Starting in 2016, I lived with a Mt. Wilson painting of Andy’s because I was drawn to the seriousness of the play in the various yellows in the palette and the way the paint was pushed around with a quiet athleticism, an intuitive confidence. It’s that stroke, coupled with a deep understanding of color, that I’ve seen over and over in the paint slingers. It’s never the same way of course, authorship right, but always laid down with a knowing hand. Can be sharp, slashing, hard, can be fluid, lyrical, loose. And everything in between. He had a way to go then, but I saw the beginnings of something there, in the passages, percolating, stewing. It took a decade but what’s now here, before you, is a revelation.
We all have a voice inside that doesn’t make a sound but we listen to, that wonderfully meddlesome root down there that will burrow toward an idea, maybe take hold and guide us to the precipice, point us toward the leap, that place of the new, if you want it. There is no easy way when going there. Change. Process. Shift. Yeah, the mountain stroke is still there: in the corners, in the clothes, behind them. And there’s a few Wilsons hanging. But the artist is mostly melting away from the mountain as a ground to the abstract by bringing in the figure, the music now single notes not just chords. And with this new album of quintessence on the walls, Andy has done something calm and wild: Paintings showing thought.
Andy told me he doesn’t cry much but he said when these paintings leave the studio, he will tear up. I can see why; after so much intimacy with these souls, he’s brought his own tender energy and fallen in love with these people. He didn’t just create these paintings; he’s magically conjured a new kind of presence. You can sense them in their own personal abstraction. No, these are not simply paintings, they are spirits.

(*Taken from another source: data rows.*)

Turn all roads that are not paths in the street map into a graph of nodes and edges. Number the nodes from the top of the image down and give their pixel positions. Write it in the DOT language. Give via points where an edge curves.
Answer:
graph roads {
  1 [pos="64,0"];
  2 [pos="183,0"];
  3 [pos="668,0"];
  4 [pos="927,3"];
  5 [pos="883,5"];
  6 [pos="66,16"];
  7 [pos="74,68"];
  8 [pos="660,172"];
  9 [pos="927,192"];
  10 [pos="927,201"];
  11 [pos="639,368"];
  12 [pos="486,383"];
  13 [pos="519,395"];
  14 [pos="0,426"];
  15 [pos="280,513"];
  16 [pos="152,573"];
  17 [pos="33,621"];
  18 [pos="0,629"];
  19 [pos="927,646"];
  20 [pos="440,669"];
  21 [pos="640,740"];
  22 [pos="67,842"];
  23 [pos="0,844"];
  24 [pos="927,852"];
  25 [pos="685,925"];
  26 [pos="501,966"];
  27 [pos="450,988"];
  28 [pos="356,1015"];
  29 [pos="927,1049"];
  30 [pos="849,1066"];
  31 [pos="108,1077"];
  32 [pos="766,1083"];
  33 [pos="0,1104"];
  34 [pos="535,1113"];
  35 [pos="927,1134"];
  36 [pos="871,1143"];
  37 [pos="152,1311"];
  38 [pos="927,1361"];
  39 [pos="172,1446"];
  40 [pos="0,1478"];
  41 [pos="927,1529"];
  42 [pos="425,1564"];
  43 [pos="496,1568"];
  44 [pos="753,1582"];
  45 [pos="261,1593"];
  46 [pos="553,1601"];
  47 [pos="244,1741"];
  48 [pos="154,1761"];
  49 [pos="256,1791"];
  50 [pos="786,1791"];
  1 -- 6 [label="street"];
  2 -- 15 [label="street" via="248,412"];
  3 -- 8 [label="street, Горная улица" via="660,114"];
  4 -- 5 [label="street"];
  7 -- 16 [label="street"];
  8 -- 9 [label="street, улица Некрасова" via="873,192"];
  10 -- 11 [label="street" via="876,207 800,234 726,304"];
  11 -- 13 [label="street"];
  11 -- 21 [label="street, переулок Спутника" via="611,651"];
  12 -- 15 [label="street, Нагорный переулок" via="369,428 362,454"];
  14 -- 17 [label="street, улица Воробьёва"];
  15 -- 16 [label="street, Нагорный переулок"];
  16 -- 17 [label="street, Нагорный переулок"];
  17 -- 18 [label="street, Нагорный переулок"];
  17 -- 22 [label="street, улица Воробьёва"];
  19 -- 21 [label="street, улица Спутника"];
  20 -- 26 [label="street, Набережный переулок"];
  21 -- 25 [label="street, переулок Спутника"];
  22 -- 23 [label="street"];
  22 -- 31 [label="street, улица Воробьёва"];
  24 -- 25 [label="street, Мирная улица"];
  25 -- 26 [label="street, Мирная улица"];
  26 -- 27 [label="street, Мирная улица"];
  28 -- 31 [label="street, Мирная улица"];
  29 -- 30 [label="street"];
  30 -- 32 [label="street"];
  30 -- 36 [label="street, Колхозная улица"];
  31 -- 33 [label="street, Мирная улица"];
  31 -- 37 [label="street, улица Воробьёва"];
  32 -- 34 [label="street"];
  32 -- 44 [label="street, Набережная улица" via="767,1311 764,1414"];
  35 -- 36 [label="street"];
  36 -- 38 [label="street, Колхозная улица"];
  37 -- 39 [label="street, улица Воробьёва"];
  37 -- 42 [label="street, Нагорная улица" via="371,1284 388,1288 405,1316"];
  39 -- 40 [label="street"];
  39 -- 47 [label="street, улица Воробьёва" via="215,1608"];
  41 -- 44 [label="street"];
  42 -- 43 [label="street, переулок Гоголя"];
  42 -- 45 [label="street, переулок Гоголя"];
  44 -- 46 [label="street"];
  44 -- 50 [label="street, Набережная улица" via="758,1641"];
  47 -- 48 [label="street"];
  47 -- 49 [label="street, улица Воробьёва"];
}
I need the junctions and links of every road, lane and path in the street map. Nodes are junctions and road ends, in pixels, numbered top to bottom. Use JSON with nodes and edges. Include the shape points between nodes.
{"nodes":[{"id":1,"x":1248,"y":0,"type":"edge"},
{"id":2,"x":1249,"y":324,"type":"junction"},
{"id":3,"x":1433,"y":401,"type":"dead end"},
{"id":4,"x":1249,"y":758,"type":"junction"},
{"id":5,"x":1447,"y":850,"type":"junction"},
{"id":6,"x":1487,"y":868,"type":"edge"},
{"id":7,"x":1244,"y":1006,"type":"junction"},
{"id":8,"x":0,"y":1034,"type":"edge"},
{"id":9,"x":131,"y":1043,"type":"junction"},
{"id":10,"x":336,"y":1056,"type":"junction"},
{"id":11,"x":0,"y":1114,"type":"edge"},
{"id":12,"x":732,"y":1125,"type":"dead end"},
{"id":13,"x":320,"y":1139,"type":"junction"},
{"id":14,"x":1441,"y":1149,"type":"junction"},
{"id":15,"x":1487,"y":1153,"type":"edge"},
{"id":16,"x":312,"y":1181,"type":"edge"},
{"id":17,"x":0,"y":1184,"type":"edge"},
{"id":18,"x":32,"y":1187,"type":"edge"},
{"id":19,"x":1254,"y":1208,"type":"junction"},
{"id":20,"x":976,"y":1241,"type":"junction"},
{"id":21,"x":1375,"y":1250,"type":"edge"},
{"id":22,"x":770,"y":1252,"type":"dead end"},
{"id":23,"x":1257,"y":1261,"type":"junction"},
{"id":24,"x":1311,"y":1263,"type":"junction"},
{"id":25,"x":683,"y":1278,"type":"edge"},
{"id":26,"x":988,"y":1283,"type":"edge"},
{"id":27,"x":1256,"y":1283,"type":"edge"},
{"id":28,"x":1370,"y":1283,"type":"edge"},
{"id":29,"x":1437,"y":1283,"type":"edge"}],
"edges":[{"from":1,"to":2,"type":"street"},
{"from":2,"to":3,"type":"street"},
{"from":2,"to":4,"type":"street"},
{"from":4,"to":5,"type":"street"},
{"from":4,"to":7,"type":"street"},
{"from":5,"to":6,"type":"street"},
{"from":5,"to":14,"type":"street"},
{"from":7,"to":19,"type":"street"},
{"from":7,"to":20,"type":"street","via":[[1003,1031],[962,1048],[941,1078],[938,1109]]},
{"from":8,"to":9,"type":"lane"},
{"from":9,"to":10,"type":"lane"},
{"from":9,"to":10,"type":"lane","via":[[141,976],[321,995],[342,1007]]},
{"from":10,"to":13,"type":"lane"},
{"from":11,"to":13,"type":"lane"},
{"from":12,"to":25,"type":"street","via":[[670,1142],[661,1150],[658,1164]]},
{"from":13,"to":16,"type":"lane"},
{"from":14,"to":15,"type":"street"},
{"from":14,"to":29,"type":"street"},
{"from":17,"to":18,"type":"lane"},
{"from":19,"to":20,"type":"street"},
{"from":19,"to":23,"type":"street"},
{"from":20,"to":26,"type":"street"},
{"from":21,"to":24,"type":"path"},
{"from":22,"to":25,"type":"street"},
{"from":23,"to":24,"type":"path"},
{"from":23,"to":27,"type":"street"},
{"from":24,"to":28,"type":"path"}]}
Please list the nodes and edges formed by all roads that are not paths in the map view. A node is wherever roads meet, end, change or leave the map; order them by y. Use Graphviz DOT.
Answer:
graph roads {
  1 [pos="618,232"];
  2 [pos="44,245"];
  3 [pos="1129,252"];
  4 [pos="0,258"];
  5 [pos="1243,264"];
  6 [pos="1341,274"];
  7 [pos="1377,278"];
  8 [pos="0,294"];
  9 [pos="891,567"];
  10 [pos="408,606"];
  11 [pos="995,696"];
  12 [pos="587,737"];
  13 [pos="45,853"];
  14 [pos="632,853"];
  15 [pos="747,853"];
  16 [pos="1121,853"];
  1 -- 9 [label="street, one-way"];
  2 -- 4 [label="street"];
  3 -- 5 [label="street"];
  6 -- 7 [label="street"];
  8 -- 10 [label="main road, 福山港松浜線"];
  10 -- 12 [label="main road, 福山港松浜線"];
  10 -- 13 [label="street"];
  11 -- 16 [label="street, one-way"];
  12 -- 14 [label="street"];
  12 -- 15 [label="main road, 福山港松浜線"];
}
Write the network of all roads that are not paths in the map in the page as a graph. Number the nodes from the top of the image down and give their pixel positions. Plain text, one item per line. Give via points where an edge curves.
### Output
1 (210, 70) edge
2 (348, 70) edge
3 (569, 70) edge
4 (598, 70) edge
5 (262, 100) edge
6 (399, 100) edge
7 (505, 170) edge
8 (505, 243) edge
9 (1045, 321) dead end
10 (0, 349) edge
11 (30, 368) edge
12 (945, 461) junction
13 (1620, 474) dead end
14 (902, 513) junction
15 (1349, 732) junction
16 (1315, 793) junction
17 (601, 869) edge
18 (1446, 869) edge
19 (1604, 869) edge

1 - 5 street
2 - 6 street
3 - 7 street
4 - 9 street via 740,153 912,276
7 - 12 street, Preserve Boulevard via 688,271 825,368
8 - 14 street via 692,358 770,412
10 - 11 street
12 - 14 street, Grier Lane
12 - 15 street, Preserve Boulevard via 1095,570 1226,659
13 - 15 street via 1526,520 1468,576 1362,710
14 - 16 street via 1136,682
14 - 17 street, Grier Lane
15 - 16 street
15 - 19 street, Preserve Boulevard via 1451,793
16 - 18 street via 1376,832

Portraits have been painted forfuckingever. But look, everyone up there isn’t just a representation of a person, these depictions are living, breathing, present. Except for the self-portrait, no one is looking at us, these are people contained in consciousness and dreams. They are grounded, lovingly captured in warm oils forever with an uncanniness and curiosity that is extraordinary and wonderful. Profound because they are not just flesh made into paintings but paintings of people alive and rendered in deliberate intense strokes that guide us to feel they are here in their thoughts, reflections, inside.
These are little miracles. And yes, in painting, this is what transcendence looks like.
-Jeff Poe
Night Gallery is pleased to present New Objectivity, an exhibition of new paintings by Andy Woll. This marks the artist's fourth solo presentation with the gallery.